— C'est une thèse intéressante, fit-elle.
Mia Bergman eut l'air stupéfaite.
— Qu'est-ce que tu sais de ma thèse ?
— Je suis tombée sur une copie, répondit la fille mystérieusement.
L'irritation de Dag Svensson redoubla.
— Maintenant, je crois qu'il est temps que tu m'expliques ce que tu veux ! dit-il d'une voix rude.
La fille rencontra son regard. Il remarqua soudain que son iris était tellement sombre que ses yeux en devenaient noirs comme de l'encre à la lumière. Il comprit qu'il s'était mépris sur son âge — elle était plus âgée qu'il ne l'avait cru au départ.
— Je veux savoir pourquoi tu poses partout des questions sur Zala, Alexander Zala, dit Lisbeth Salander. Et je veux surtout connaître exactement ce que tu sais à son sujet.
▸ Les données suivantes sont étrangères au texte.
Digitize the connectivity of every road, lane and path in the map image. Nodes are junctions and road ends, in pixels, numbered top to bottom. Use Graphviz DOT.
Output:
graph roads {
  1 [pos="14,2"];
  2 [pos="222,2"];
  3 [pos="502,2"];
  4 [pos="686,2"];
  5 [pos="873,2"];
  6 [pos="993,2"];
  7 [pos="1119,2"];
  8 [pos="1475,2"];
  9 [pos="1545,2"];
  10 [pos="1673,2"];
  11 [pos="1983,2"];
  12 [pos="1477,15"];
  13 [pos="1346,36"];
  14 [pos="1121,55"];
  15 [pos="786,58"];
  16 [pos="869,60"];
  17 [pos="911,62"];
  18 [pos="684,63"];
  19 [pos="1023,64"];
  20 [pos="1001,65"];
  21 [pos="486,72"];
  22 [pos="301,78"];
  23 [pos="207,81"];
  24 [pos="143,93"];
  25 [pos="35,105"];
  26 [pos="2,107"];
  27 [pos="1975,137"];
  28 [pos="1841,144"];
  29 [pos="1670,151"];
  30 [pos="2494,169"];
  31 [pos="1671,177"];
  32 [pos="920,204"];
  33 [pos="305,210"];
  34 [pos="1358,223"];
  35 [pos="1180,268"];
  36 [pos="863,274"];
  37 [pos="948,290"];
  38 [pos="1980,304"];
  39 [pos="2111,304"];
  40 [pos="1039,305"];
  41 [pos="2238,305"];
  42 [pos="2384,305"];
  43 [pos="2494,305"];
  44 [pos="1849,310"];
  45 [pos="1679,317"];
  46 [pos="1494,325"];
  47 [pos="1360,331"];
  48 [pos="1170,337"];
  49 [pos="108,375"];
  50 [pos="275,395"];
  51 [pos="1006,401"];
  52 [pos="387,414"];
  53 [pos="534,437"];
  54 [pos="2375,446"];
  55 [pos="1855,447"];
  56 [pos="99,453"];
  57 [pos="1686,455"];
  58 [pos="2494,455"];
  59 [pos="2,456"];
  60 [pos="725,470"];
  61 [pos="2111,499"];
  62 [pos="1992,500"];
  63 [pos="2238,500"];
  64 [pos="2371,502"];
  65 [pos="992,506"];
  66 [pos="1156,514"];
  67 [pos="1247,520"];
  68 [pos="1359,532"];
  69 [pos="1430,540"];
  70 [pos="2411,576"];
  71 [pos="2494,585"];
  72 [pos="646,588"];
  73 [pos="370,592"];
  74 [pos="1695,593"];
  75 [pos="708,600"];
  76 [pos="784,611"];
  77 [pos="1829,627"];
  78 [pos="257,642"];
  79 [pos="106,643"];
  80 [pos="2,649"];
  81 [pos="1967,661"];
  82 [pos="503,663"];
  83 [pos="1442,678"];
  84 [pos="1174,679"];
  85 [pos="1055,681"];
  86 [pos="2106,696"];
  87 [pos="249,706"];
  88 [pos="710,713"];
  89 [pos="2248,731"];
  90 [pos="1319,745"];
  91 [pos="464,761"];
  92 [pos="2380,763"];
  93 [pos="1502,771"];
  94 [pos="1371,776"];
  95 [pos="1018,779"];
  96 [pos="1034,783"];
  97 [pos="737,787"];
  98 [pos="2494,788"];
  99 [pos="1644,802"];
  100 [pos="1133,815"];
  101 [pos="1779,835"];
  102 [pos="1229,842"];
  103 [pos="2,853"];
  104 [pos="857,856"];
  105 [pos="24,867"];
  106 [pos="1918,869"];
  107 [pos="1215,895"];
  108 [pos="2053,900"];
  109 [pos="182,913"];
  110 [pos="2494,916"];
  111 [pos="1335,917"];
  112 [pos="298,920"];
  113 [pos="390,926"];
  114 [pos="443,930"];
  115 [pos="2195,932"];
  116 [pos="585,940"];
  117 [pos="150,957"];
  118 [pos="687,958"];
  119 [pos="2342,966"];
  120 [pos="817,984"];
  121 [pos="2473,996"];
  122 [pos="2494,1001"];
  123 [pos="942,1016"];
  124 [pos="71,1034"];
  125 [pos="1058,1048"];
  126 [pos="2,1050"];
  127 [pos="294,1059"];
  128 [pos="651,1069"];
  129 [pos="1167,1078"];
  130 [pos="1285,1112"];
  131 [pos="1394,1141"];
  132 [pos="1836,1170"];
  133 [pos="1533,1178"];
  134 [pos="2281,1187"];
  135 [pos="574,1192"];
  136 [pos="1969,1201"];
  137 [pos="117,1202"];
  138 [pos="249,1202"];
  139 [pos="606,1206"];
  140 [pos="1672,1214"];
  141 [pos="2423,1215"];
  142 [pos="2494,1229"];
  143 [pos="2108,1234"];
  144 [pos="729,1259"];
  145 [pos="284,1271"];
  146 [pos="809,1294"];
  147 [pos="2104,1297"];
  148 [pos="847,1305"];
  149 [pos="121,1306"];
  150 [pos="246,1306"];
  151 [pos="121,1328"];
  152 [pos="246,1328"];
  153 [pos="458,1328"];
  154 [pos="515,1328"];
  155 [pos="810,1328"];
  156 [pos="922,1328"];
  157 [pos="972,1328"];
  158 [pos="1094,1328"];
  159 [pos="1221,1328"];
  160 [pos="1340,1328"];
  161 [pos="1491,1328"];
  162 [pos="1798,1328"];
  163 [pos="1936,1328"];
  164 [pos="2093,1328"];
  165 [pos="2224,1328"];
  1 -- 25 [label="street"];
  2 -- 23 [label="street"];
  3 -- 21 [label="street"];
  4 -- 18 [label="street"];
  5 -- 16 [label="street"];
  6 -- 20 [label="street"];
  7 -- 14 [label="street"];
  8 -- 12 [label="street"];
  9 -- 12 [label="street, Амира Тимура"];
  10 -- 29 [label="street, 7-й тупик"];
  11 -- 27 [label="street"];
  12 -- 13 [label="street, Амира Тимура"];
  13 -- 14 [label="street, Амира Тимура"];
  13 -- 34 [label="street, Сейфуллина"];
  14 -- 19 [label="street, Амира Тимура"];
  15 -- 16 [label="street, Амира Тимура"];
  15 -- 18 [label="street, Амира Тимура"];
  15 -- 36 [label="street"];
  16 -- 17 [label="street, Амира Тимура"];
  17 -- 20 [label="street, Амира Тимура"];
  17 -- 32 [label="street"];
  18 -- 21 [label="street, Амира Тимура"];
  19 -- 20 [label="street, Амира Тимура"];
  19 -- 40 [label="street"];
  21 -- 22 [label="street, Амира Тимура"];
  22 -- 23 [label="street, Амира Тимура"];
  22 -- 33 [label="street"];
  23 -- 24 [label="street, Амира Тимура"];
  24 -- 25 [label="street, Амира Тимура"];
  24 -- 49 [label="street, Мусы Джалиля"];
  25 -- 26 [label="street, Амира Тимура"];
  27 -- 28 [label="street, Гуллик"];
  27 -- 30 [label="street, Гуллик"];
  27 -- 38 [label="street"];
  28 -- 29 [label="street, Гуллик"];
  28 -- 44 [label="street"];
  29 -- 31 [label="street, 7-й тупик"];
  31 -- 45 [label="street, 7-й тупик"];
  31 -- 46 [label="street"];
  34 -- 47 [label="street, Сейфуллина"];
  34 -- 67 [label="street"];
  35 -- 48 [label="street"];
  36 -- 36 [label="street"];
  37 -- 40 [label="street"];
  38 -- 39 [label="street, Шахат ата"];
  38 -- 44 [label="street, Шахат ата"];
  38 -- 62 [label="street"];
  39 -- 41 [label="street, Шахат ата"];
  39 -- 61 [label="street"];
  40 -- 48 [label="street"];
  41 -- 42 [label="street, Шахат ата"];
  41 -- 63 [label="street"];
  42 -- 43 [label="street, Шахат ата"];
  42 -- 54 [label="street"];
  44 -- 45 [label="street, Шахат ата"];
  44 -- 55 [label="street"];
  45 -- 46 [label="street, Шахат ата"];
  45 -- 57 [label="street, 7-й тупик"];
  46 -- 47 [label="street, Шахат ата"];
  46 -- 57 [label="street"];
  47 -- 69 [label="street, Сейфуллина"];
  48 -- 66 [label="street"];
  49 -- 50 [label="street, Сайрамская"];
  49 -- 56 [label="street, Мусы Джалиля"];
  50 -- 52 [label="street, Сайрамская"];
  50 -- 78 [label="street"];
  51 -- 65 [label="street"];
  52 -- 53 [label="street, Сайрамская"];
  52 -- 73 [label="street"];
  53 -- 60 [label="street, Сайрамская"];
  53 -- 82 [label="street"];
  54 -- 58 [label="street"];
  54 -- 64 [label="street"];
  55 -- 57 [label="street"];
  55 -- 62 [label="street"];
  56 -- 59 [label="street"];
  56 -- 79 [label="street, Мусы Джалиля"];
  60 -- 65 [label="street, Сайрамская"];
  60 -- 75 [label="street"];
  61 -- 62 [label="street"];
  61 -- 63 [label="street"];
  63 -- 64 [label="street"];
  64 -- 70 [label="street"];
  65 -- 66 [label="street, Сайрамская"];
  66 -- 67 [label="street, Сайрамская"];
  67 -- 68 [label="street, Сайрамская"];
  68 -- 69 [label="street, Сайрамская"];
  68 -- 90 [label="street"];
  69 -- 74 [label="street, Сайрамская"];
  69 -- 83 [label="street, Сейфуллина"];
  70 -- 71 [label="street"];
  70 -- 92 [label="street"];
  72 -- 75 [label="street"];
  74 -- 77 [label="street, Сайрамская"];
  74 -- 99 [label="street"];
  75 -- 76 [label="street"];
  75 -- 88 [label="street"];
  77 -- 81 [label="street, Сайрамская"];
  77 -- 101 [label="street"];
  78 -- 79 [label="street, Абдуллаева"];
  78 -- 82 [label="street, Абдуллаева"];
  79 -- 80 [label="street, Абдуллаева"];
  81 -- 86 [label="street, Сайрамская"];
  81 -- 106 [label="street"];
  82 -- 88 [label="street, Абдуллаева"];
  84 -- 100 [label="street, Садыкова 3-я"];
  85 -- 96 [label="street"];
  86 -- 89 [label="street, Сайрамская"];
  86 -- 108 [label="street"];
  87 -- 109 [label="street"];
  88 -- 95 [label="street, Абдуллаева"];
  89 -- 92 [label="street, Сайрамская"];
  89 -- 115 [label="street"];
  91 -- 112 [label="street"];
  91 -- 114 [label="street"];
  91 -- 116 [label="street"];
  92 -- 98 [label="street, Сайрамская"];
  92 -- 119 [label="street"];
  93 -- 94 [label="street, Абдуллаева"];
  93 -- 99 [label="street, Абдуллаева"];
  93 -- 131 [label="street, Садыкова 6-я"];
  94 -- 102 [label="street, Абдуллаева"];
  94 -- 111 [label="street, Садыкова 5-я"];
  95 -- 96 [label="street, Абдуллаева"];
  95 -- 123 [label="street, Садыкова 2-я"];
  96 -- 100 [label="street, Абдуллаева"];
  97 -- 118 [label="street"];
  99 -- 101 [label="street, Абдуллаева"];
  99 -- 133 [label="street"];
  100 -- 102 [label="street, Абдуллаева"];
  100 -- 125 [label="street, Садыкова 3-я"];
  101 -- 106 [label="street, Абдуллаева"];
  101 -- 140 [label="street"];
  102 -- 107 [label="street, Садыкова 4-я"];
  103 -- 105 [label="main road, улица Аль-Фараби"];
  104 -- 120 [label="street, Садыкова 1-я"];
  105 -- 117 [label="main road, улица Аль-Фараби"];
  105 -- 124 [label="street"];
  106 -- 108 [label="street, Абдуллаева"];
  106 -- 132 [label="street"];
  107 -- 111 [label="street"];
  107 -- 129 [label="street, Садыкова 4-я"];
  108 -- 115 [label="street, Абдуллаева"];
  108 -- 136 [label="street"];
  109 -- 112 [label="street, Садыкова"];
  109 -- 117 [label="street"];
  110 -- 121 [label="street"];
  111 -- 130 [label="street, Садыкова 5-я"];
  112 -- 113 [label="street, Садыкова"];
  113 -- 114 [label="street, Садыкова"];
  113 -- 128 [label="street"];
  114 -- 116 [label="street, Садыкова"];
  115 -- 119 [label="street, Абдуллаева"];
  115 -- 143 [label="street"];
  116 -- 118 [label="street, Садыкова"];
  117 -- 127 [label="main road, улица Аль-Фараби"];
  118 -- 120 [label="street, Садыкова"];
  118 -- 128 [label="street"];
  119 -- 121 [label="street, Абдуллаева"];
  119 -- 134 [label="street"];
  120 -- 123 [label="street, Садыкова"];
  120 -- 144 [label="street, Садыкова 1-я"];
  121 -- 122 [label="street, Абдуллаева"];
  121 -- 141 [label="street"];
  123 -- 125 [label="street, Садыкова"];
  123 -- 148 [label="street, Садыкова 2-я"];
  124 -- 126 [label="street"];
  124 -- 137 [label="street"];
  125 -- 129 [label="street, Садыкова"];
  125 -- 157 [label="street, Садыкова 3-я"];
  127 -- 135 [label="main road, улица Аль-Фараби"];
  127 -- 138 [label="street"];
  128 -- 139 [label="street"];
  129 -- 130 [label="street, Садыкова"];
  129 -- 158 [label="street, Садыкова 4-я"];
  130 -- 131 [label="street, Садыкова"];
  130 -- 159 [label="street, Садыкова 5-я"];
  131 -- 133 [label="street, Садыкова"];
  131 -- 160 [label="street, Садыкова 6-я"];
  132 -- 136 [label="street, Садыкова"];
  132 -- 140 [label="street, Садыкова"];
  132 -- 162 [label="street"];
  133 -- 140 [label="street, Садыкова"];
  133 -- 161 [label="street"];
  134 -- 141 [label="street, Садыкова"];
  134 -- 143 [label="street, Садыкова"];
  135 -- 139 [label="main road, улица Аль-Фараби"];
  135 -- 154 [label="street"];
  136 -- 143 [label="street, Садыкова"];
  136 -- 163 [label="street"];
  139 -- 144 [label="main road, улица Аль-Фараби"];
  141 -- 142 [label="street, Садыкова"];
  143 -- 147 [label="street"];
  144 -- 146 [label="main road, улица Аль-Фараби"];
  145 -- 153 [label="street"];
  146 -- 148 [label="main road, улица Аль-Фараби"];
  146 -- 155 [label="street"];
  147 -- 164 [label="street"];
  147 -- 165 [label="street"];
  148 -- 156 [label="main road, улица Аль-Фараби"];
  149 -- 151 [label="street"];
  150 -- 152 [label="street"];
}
Alexander Zala, pensa Dag Svensson soudain choqué. Jamais auparavant il n'avait entendu de prénom.
Dag Svensson examina la fille devant lui. Elle leva sa tasse et but une gorgée de café sans le lâcher du regard. Ses yeux étaient totalement dépourvus de chaleur. Il se sentit tout à coup vaguement mal à l'aise.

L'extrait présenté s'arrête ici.